◆ Exercise objective
Reproduce the lines below exactly. Skip images.

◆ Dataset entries
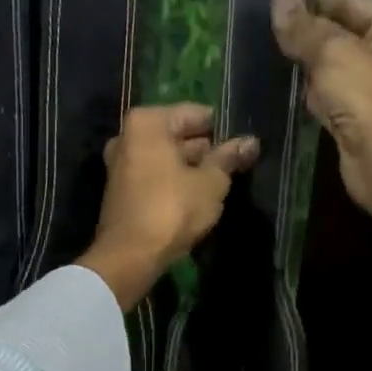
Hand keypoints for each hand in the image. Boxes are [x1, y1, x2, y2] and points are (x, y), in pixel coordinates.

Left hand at [76, 104, 258, 310]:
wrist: (129, 256)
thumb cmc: (172, 209)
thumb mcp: (211, 182)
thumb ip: (229, 158)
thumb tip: (251, 142)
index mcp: (147, 123)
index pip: (195, 114)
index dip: (222, 129)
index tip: (242, 144)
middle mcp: (128, 136)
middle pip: (178, 134)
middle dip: (206, 148)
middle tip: (236, 163)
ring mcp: (121, 163)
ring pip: (166, 156)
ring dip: (191, 166)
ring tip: (222, 181)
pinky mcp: (121, 189)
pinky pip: (156, 174)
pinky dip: (174, 180)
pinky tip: (197, 196)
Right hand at [270, 0, 371, 216]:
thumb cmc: (369, 94)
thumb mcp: (332, 51)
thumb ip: (303, 26)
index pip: (355, 2)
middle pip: (346, 35)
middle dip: (312, 30)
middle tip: (271, 23)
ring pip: (336, 67)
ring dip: (310, 62)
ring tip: (273, 49)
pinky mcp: (359, 120)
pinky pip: (331, 96)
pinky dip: (313, 92)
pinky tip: (289, 87)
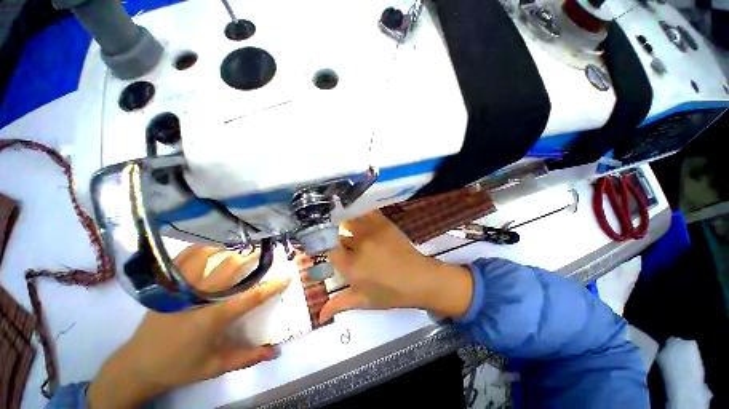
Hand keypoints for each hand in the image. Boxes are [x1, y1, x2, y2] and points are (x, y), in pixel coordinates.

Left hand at [87, 245, 289, 408]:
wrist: (138, 364)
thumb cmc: (180, 366)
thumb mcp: (216, 366)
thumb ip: (248, 357)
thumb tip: (276, 352)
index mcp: (213, 318)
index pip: (250, 297)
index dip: (272, 286)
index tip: (287, 276)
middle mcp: (199, 297)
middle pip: (230, 267)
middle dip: (250, 258)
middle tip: (262, 254)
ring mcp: (181, 288)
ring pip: (208, 256)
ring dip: (227, 250)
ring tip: (238, 249)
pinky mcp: (168, 285)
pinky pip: (185, 257)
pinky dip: (200, 248)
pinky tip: (211, 247)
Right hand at [318, 211, 472, 322]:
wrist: (419, 279)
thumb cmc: (391, 293)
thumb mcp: (363, 301)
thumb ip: (339, 304)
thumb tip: (318, 316)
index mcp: (350, 265)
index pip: (329, 251)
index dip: (327, 250)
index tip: (330, 251)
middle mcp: (357, 245)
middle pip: (338, 234)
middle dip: (336, 237)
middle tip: (339, 239)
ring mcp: (371, 231)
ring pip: (350, 220)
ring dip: (346, 222)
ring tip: (345, 223)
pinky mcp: (383, 223)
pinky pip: (367, 212)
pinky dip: (361, 212)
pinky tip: (359, 212)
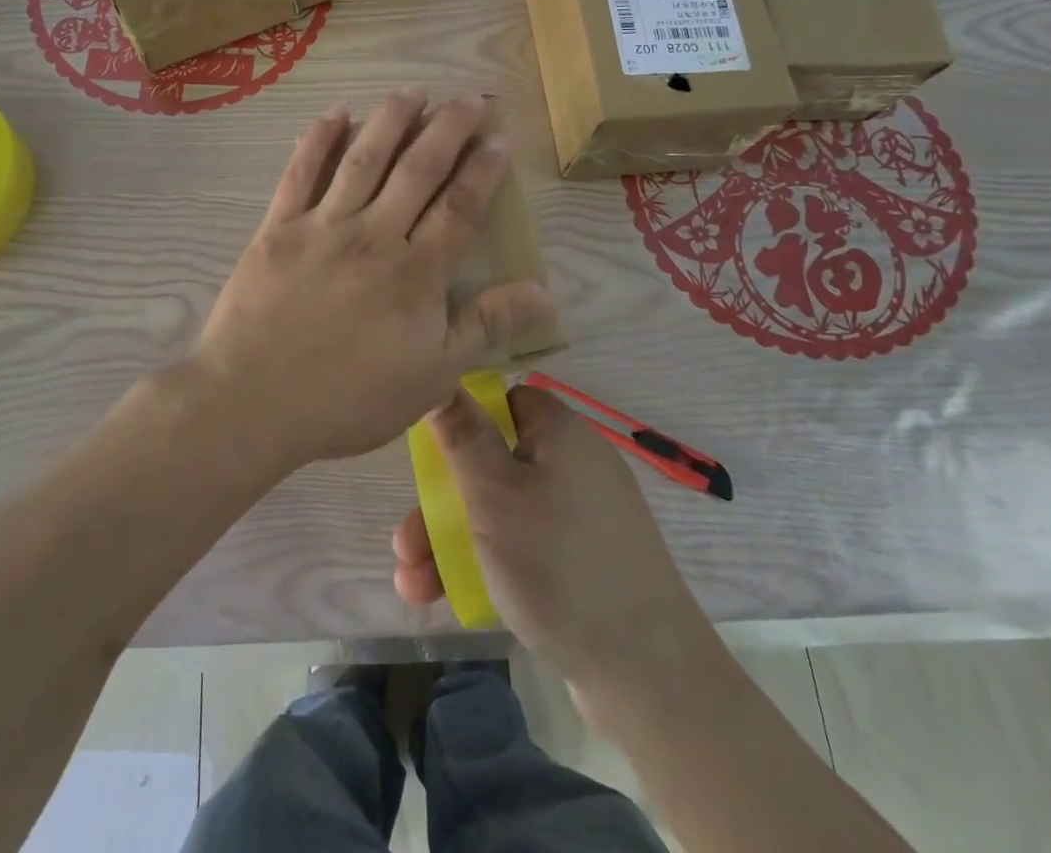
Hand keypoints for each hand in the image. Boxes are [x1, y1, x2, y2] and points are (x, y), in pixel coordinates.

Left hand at [193, 91, 549, 467]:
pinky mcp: (279, 227)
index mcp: (416, 271)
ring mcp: (323, 226)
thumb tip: (542, 290)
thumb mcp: (431, 375)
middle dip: (448, 128)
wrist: (254, 402)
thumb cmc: (349, 398)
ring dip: (391, 119)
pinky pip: (300, 172)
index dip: (484, 168)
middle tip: (468, 98)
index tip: (501, 137)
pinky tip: (335, 114)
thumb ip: (485, 326)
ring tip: (414, 91)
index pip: (460, 206)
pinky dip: (318, 140)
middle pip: (418, 168)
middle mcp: (375, 234)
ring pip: (364, 158)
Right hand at [392, 385, 720, 696]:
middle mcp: (573, 463)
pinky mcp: (585, 562)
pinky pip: (525, 546)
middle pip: (492, 464)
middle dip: (440, 504)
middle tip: (403, 543)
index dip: (462, 420)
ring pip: (502, 511)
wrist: (647, 673)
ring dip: (451, 541)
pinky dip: (487, 563)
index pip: (502, 401)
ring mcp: (582, 516)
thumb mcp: (493, 492)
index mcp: (559, 431)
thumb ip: (461, 434)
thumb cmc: (556, 562)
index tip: (429, 452)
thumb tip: (443, 377)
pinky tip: (446, 596)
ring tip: (410, 586)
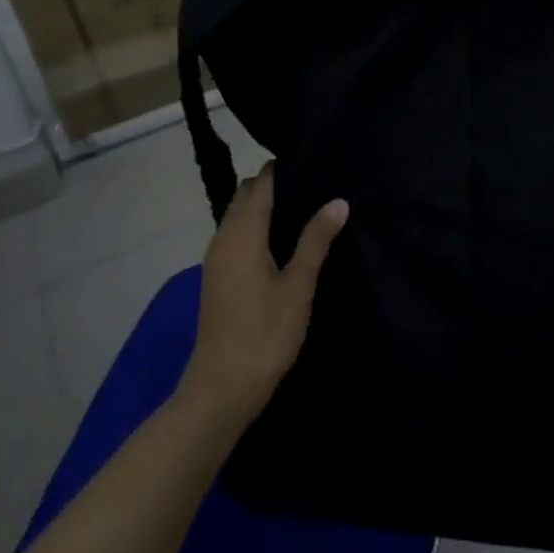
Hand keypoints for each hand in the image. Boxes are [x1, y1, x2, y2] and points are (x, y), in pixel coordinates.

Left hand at [179, 163, 347, 427]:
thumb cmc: (264, 334)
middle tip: (312, 186)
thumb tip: (338, 200)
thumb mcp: (298, 287)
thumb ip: (316, 240)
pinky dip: (255, 227)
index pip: (261, 183)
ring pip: (238, 215)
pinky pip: (235, 235)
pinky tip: (281, 243)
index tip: (312, 162)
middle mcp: (223, 237)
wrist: (220, 390)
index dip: (283, 169)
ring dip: (263, 207)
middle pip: (245, 194)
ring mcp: (216, 258)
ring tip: (303, 210)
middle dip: (273, 185)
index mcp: (242, 233)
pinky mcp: (216, 277)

◆ Answer space
Hand keypoints for each hand in the image. Boxes are [x1, y1, x2, y2] and points are (x, y), in pixel coordinates.

Left hand at [76, 104, 258, 310]:
wrist: (129, 256)
thumb cmc: (172, 209)
thumb mcp: (211, 182)
thumb ip: (229, 158)
thumb tip: (251, 142)
index mcp: (147, 123)
index pip: (195, 114)
index dip: (222, 129)
index tip: (242, 144)
middle mcp: (128, 136)
middle pip: (178, 134)
middle dip: (206, 148)
middle tip: (236, 163)
ring mcp: (121, 163)
ring pip: (166, 156)
ring dip: (191, 166)
ring tip: (222, 181)
pinky mcp: (121, 189)
pinky pip: (156, 174)
pinky dip: (174, 180)
pinky tip: (197, 196)
Right hand at [270, 0, 371, 216]:
thumb cmc: (369, 94)
thumb mcp: (332, 51)
thumb ip: (303, 26)
index pip: (355, 2)
middle pip: (346, 35)
middle dip: (312, 30)
middle tip: (271, 23)
ring pip: (336, 67)
ring dip: (310, 62)
ring tip: (273, 49)
pinky mcp: (359, 120)
pinky pip: (331, 96)
pinky dip: (313, 92)
pinky tip: (289, 87)
Hand keypoints for each hand in the image. Boxes are [x1, y1, x2, y2] and points are (x, y), in pixel coordinates.

Left hand at [87, 245, 289, 408]:
wrist: (138, 364)
thumb cmc: (180, 366)
thumb mcp: (216, 366)
thumb ip: (248, 357)
thumb tip: (276, 352)
index mcp: (213, 318)
index pip: (250, 297)
index dip: (272, 286)
index tip: (287, 276)
middle mcp: (199, 297)
middle pip: (230, 267)
middle dip: (250, 258)
middle tip: (262, 254)
ring mcp: (181, 288)
ring pip: (208, 256)
ring dip: (227, 250)
ring tip: (238, 249)
pinky mcp: (168, 285)
pinky pip: (185, 257)
pinky dip: (200, 248)
pinky tip: (211, 247)
Right hand at [318, 211, 472, 322]:
wrist: (419, 279)
thumb cmc: (391, 293)
thumb mcp: (363, 301)
thumb ip: (339, 304)
thumb tip: (318, 316)
index mcp: (350, 265)
index pip: (329, 251)
index dip: (327, 250)
index tip: (330, 251)
middle mcp: (357, 245)
middle pip: (338, 234)
middle dip: (336, 237)
middle tip: (339, 239)
ring mcp: (371, 231)
ring pip: (350, 220)
ring dip: (346, 222)
ring tip: (345, 223)
pinky mcp: (383, 223)
pinky pip: (367, 212)
pinky dip: (361, 212)
pinky tip: (359, 212)
Hand keypoints for each hand in the image. Boxes are [x1, y1, x2, y2] and points are (x, y), in pixel coordinates.

Left hand at [193, 91, 549, 467]:
pinky mcp: (279, 227)
index mcp: (416, 271)
ring mcp: (323, 226)
thumb tip: (542, 290)
thumb mcp: (431, 375)
middle dip: (448, 128)
wrist: (254, 402)
thumb cmc: (349, 398)
ring dip: (391, 119)
pinky pip: (300, 172)
index dip: (484, 168)
middle tip: (468, 98)
index tip: (501, 137)
pinky tip: (335, 114)
thumb ip: (485, 326)
ring tip: (414, 91)
index pip: (460, 206)
pinky dip: (318, 140)
middle pip: (418, 168)
middle mcp: (375, 234)
ring pip: (364, 158)
Right hand at [392, 385, 720, 696]:
middle mcp: (573, 463)
pinky mcp: (585, 562)
pinky pip: (525, 546)
middle pip: (492, 464)
middle dip: (440, 504)
middle tip: (403, 543)
index dip: (462, 420)
ring pip: (502, 511)
wrist: (647, 673)
ring dip: (451, 541)
pinky dip: (487, 563)
index pip: (502, 401)
ring mcp: (582, 516)
thumb mcp: (493, 492)
index mcp: (559, 431)
thumb ip: (461, 434)
thumb cmc: (556, 562)
index tip: (429, 452)
thumb tip: (443, 377)
pinky tip: (446, 596)
ring tip: (410, 586)
Hand keypoints for each hand in the image. Boxes are [x1, y1, x2, y2] and points are (x, y), in pixel coordinates.

Left hand at [179, 163, 347, 427]:
thumb cmc: (264, 334)
middle tip: (312, 186)
thumb tip: (338, 200)
thumb mcp: (298, 287)
thumb ip: (316, 240)
pinky dip: (255, 227)
index pip: (261, 183)
ring pip: (238, 215)
pinky pip: (235, 235)
pinky tip: (281, 243)
index tip: (312, 162)
middle mcp: (223, 237)
wrist: (220, 390)
index dip: (283, 169)
ring dip: (263, 207)
middle pip: (245, 194)
ring mcp: (216, 258)
ring tip: (303, 210)
middle dip: (273, 185)
index mcp: (242, 233)
pinky mcp: (216, 277)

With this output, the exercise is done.